* **Work task**
In the records, find every line with the word "this" and copy it out.

:: Data under study

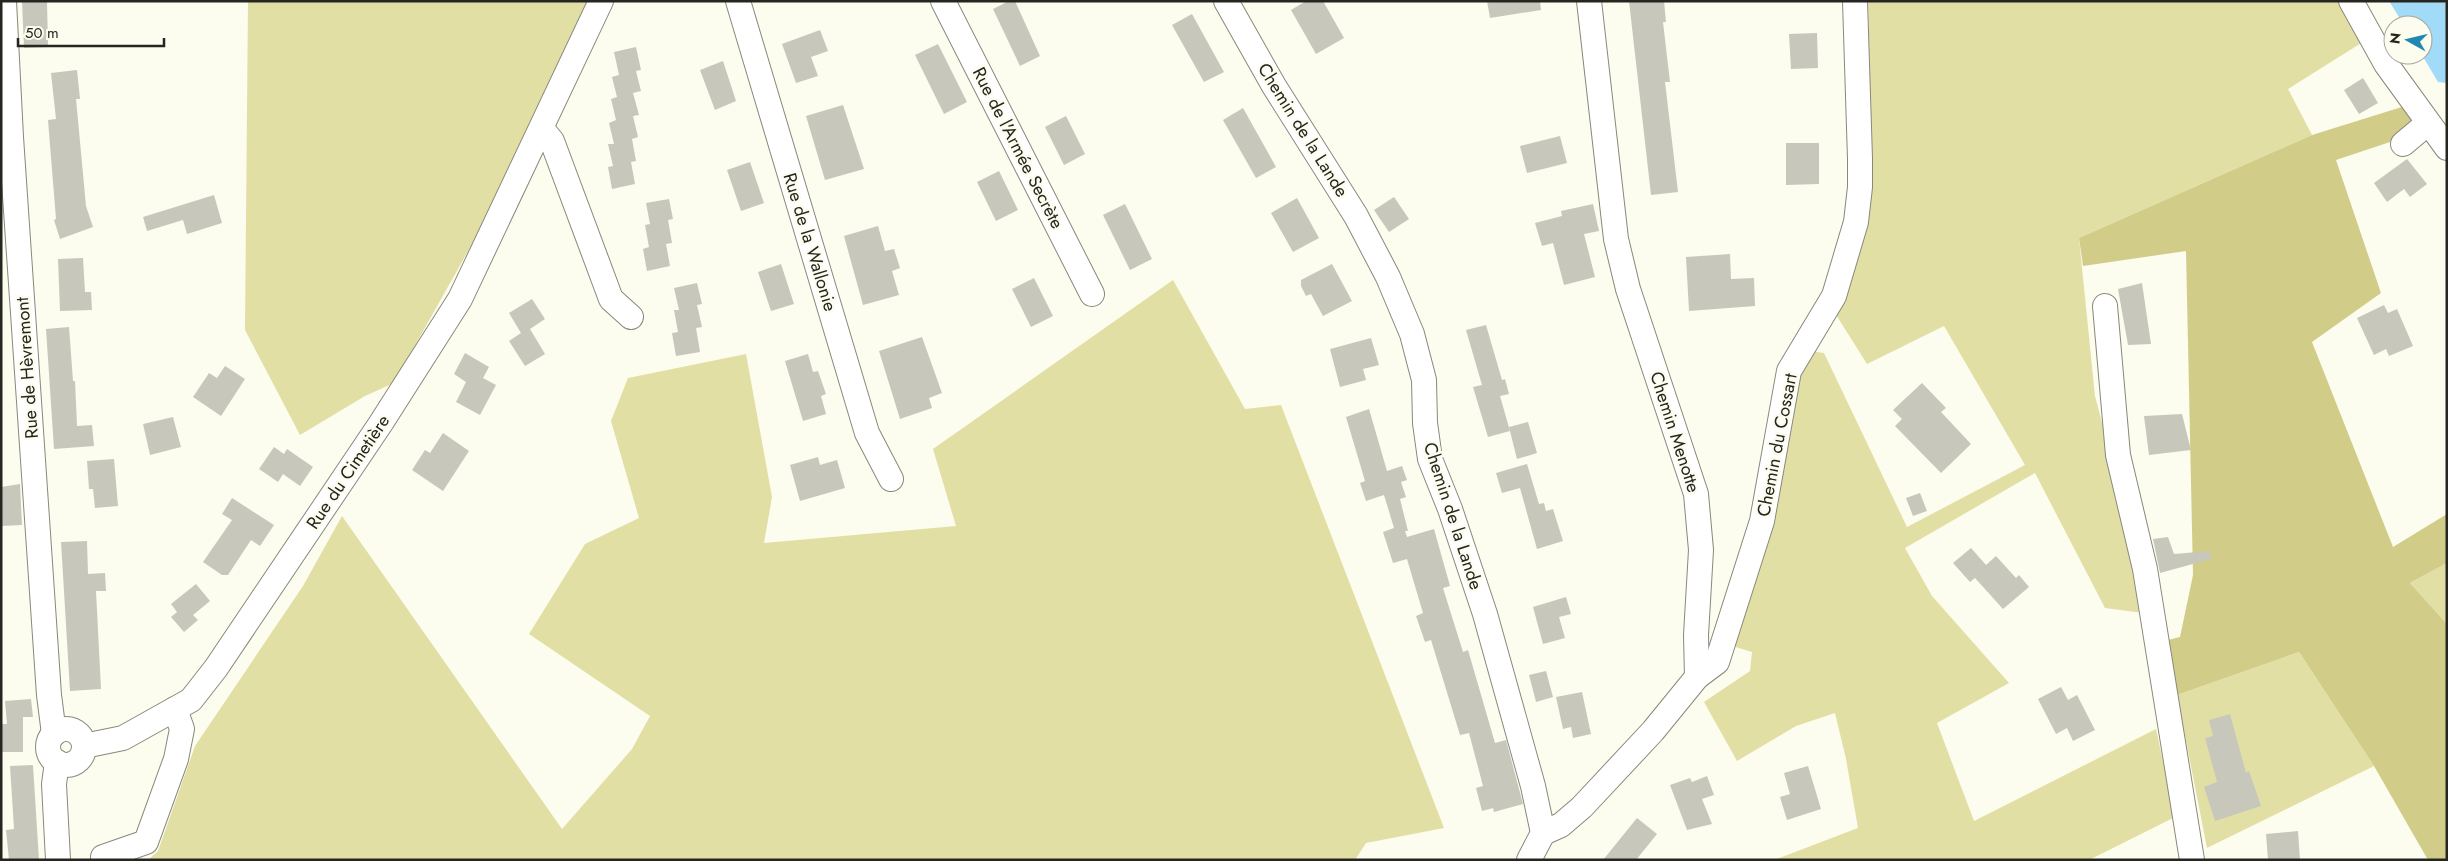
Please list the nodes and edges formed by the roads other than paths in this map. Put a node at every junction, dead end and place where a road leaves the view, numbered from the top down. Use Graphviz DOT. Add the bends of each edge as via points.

::::
:: Data under study

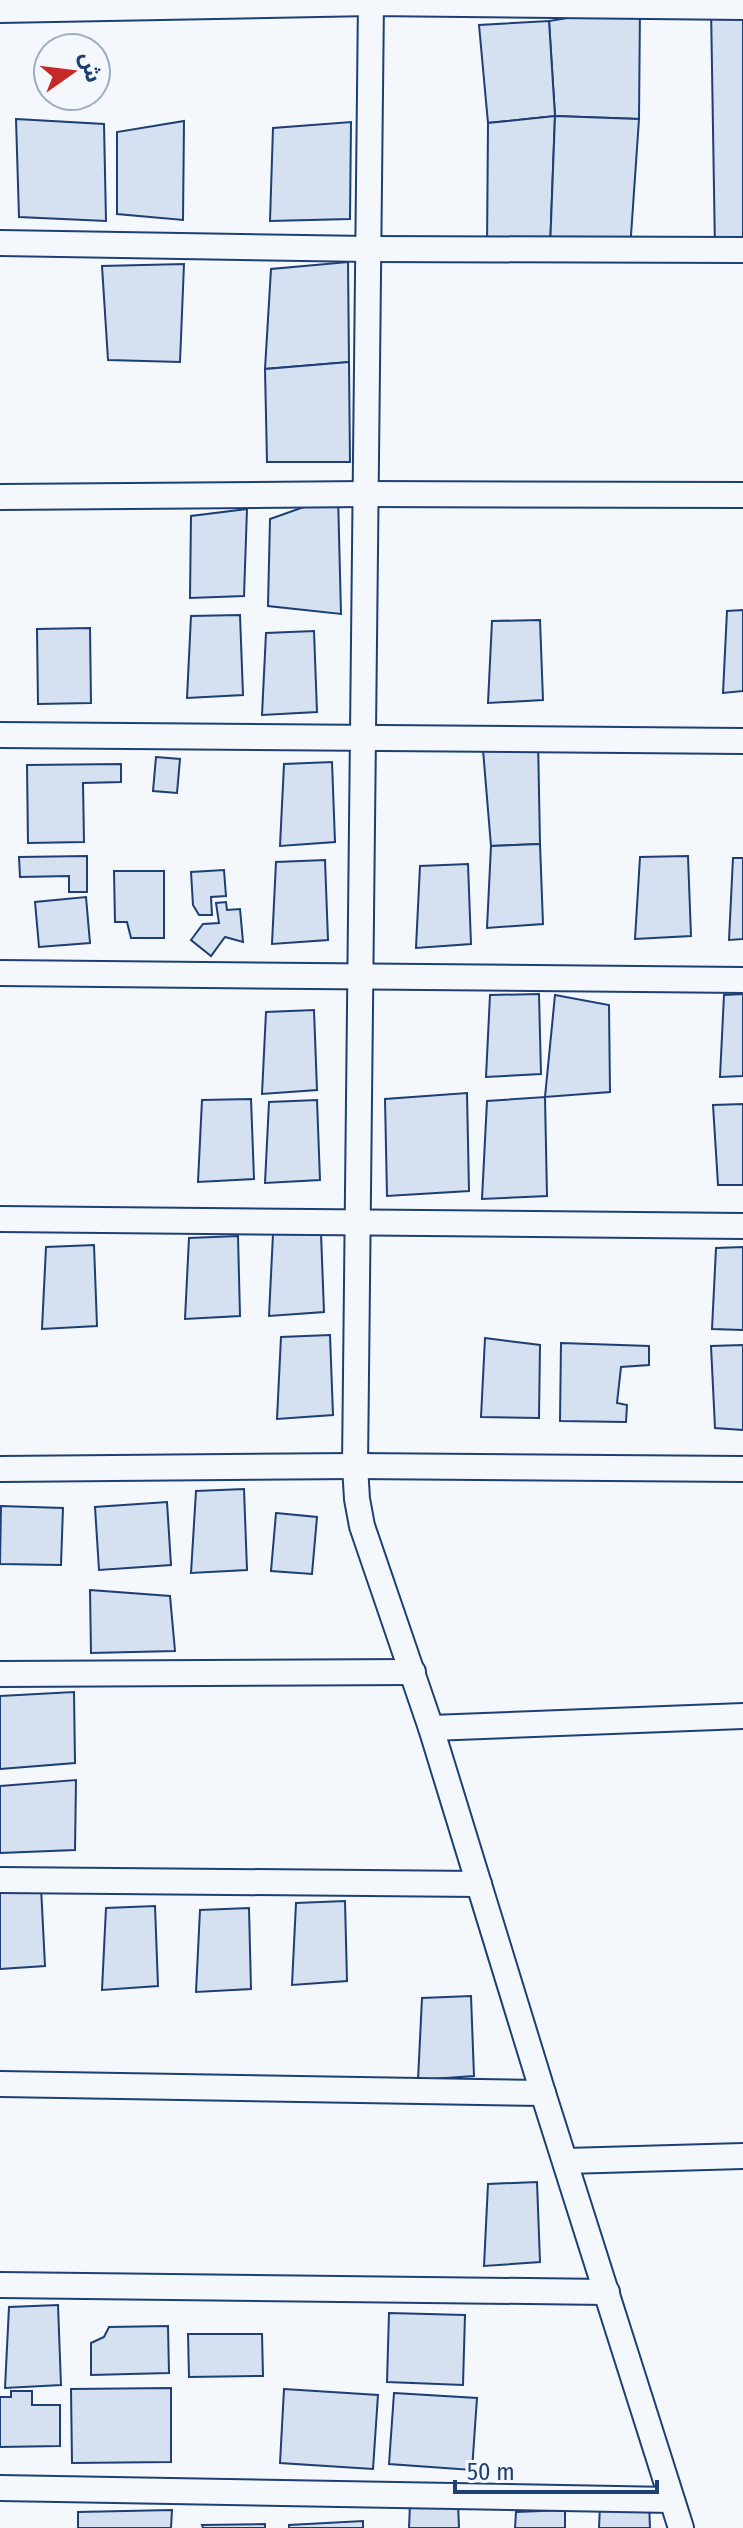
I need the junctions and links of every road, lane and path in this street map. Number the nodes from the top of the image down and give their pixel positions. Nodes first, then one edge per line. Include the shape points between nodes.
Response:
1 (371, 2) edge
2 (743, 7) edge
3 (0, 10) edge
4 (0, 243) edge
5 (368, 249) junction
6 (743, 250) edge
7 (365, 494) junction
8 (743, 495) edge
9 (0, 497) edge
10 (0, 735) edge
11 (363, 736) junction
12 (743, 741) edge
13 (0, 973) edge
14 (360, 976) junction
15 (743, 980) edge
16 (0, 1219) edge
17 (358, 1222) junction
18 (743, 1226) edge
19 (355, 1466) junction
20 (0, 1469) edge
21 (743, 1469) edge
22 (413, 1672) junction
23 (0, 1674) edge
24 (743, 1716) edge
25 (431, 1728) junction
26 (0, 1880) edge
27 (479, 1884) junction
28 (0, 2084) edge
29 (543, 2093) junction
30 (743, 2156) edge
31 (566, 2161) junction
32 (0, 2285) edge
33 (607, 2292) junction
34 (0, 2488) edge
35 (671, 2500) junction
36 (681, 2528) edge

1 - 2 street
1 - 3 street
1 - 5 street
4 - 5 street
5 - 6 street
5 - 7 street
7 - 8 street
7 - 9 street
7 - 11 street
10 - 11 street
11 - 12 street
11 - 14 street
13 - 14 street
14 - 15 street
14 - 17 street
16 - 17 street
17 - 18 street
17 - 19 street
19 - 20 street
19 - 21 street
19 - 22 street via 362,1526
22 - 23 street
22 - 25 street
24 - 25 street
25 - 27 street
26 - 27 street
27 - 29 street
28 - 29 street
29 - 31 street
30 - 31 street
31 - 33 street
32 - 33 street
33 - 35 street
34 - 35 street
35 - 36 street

::::
:: Data under study

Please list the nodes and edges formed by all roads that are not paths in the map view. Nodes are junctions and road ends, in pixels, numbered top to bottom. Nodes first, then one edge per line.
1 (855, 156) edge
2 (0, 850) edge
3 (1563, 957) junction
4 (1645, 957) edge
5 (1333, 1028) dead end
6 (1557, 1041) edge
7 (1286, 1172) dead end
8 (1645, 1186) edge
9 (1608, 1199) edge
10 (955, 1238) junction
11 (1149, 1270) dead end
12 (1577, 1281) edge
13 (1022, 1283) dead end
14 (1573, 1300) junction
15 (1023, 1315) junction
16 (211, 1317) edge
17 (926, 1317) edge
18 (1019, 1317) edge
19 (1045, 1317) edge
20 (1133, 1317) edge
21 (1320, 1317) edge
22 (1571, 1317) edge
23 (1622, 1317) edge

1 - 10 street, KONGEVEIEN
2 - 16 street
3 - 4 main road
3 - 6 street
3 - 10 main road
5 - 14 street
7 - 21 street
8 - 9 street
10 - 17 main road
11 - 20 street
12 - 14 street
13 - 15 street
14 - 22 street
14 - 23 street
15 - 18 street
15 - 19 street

::::

* **Response to the task**
Please list the nodes and edges formed by the roads other than paths in this map. Put a node at every junction, dead end and place where a road leaves the view, numbered from the top down. Use Graphviz DOT. Add the bends of each edge as via points.
I need the junctions and links of every road, lane and path in this street map. Number the nodes from the top of the image down and give their pixel positions. Nodes first, then one edge per line. Include the shape points between nodes.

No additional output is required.